The plague of fantasies (Žižek 1997) that swept through the Chachapoyas region at the beginning of the Odría regime is reminiscent of other “panics” that have seized hold of the Peruvian population. The most recent of these was during the early 1990s, when the Shining Path—which appeared to be on the verge of seizing control of the national government—warned that it had “a thousand eyes and ears” that watched and listened (Mayer 1991).2 Like the Sendero episode, the earlier one that involved APRA generated the most extreme of responses on the part of the authorities. As time passed government officials became increasingly fearful of those around them. Initially, their concerns were limited to groups already considered of dubious loyalty—radical teachers, outspoken youth, rural Indian cultivators. As the plague of fear spread, however, government officials came to have doubts about the most unlikely of suspects—children in elementary school, members of girls’ volleyball teams, even staunchly conservative elements of the landed elite. As officials became increasingly paranoid, the “radius of doubt” with which they operated became ever broader and grew to include more and more of the population. The circle of people who could be trusted became ever narrower, to such an extent that government officials came to question the loyalty of other government officials. Indeed, the authorities went to great lengths in what proved to be a futile effort to purge the government apparatus and society writ large of the nefarious influence of APRA.
At the very height of the epidemic of fear, government officials came to feel deeply threatened by the Party of the People (as APRA referred to itself). They also came to suspect that the Apristas were closing in around them. In response, the authorities sought to build an unbreachable cordon of security around themselves that would guarantee their safety and autonomy in the face of an all-pervasive danger. The creation of such a zone of safety, however, was no easy matter, because the Party of the People appeared to be everywhere. So “close” did the authorities consider the party to be that in order to protect themselves, they took an unprecedented step.
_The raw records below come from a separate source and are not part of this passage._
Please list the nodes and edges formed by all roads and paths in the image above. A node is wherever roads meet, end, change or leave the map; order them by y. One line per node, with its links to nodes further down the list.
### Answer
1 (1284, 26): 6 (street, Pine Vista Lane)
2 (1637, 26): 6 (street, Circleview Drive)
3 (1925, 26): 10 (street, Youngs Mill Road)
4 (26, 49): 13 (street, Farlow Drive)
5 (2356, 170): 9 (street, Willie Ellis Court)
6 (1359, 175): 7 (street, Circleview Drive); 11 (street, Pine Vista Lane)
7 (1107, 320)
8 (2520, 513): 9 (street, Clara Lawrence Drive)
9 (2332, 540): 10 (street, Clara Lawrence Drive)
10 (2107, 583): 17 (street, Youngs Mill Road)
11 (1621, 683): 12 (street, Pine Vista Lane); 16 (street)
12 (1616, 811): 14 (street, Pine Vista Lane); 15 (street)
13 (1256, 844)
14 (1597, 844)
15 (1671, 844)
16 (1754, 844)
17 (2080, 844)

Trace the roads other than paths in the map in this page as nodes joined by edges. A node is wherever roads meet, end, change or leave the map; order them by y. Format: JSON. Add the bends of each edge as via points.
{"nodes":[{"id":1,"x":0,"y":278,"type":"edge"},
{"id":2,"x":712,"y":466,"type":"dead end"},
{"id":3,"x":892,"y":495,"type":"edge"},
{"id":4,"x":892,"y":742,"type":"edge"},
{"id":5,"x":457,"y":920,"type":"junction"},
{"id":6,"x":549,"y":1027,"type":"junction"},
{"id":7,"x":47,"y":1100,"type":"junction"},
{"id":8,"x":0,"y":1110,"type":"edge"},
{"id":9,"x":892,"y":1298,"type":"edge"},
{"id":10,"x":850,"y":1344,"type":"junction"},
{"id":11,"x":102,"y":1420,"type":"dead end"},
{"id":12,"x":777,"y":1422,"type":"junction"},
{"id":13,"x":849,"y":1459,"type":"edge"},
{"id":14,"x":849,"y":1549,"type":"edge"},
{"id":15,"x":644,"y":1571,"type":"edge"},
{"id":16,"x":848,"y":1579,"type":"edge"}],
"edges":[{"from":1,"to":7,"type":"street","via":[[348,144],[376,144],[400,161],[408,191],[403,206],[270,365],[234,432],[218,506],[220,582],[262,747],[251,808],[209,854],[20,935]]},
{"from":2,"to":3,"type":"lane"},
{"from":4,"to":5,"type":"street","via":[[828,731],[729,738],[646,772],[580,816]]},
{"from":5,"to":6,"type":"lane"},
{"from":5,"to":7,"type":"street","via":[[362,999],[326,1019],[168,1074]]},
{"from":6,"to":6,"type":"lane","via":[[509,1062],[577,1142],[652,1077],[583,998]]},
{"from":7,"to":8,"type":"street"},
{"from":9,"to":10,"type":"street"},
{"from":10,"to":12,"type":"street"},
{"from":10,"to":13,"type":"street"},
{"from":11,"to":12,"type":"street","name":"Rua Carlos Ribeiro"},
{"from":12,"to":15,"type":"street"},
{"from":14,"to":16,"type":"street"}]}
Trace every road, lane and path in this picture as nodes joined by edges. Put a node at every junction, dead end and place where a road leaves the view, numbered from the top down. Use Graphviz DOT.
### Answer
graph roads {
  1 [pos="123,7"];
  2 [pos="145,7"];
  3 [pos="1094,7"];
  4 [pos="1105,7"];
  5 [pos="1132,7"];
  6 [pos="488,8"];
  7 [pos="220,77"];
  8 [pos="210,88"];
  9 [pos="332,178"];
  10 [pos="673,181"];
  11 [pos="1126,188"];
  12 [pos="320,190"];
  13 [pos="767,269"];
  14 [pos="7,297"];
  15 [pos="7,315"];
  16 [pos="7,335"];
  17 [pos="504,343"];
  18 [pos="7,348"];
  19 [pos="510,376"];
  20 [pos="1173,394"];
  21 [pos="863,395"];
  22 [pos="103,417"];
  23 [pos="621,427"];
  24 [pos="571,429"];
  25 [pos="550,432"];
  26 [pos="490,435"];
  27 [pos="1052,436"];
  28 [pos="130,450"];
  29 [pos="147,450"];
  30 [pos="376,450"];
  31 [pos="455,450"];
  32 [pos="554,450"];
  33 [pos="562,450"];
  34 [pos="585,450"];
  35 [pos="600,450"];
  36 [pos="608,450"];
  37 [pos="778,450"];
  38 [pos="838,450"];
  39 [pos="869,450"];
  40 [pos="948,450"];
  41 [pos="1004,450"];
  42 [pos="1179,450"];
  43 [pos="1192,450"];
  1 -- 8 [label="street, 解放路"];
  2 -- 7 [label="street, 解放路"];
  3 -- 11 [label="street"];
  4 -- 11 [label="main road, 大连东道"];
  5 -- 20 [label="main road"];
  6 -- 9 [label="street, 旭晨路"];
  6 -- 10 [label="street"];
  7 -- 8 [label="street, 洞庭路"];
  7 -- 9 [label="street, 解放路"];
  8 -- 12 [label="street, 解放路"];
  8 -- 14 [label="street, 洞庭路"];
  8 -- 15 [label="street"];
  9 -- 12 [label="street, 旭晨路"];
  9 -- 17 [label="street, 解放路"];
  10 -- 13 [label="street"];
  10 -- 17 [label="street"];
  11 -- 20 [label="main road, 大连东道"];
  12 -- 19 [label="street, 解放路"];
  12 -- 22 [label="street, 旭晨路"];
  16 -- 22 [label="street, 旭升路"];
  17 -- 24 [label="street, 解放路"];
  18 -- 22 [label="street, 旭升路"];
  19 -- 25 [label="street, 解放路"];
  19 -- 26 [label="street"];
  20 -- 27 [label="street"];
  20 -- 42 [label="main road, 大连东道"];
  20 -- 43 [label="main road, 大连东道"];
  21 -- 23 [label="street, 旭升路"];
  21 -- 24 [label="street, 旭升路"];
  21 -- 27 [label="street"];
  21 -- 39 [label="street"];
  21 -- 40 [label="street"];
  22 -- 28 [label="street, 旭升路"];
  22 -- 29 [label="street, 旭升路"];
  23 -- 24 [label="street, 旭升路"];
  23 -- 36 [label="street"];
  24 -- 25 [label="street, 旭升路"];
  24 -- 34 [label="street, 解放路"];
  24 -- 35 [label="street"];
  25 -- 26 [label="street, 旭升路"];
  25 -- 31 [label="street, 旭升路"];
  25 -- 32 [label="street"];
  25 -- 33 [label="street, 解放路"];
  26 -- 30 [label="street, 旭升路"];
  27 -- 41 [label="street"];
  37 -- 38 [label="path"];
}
They abandoned the outer domain of the state to the party and attempted to inscribe a new inner frontier between state and subversive. They did so by encrypting the state. A select group of high-ranking officials, who (initially!) regarded one another as completely trustworthy, took to communicating amongst themselves in coded messages. Their goal in doing so was to ensure that the prying eyes of APRA did not penetrate into the inner sanctum of rule.
But as those within the security cordon came to distrust one another, even this precaution proved insufficient to protect the state from the party. When it became clear that measures designed to ensure absolute secrecy and security were of little use against APRA, government officials came to feel ever more exposed, ever more vulnerable. They also became increasingly distrustful of those around them. No one was above suspicion.3
Ultimately, the authorities came to fear those they relied upon most—their own police force (the Guardia Civil). As the boundary between state and subversive dissolved, officials came to believe that the police had been thoroughly infiltrated by the Apristas. So distrustful of the Guardia Civil did government officials become that, as a general policy, they recommended to the central government that all police be transferred out of region every two years, lest they be “contaminated” by the highly odious nature of local political sentiments (i.e., by APRA). But the authorities went further still: they refused to take the constabulary’s repeated assurances of loyalty at face value—even though government officials insisted that such assurances be made.
So fearful did the authorities become that they concluded that the assurances offered by the police were the very opposite of what they seemed. Government officials concluded that the Guardia Civil were merely disguising their secret underground activities behind a mask of commitment to the preservation of the social order. The authorities also concluded that the police were only biding their time, were waiting for the opportune moment to strike, so that they could seize control of the region on behalf of the subversives. In light of this very dangerous state of affairs, the authorities in Chachapoyas appealed to their superiors in Lima for armed reinforcements. No one was to be trusted, they asserted. Everyone was an Aprista.4
The “State” of Theory
This work draws upon these paranoid and delusional dimensions of rule in Chachapoyas to rethink the dynamics of state formation. Existing state theory is ill equipped to explain developments such as those outlined above, in which government officials experience a crisis of rule. State theory is similarly ill disposed to explain the official response to Chachapoyas’s midcentury crisis of rule—in which the authorities project into being a dark and dangerous counterstate that could not be seen with the naked eye. This is because the central question that guides much of state theory (and much of state practice!) is that of order. How, scholars have asked, has it been possible for states to establish and reproduce order, regularity, and routine (or the illusion thereof) in social and political life? This is regarded as an especially puzzling problem in light of the enormous inequalities that are found in virtually all parts of the contemporary world, and the role of state processes in reproducing them.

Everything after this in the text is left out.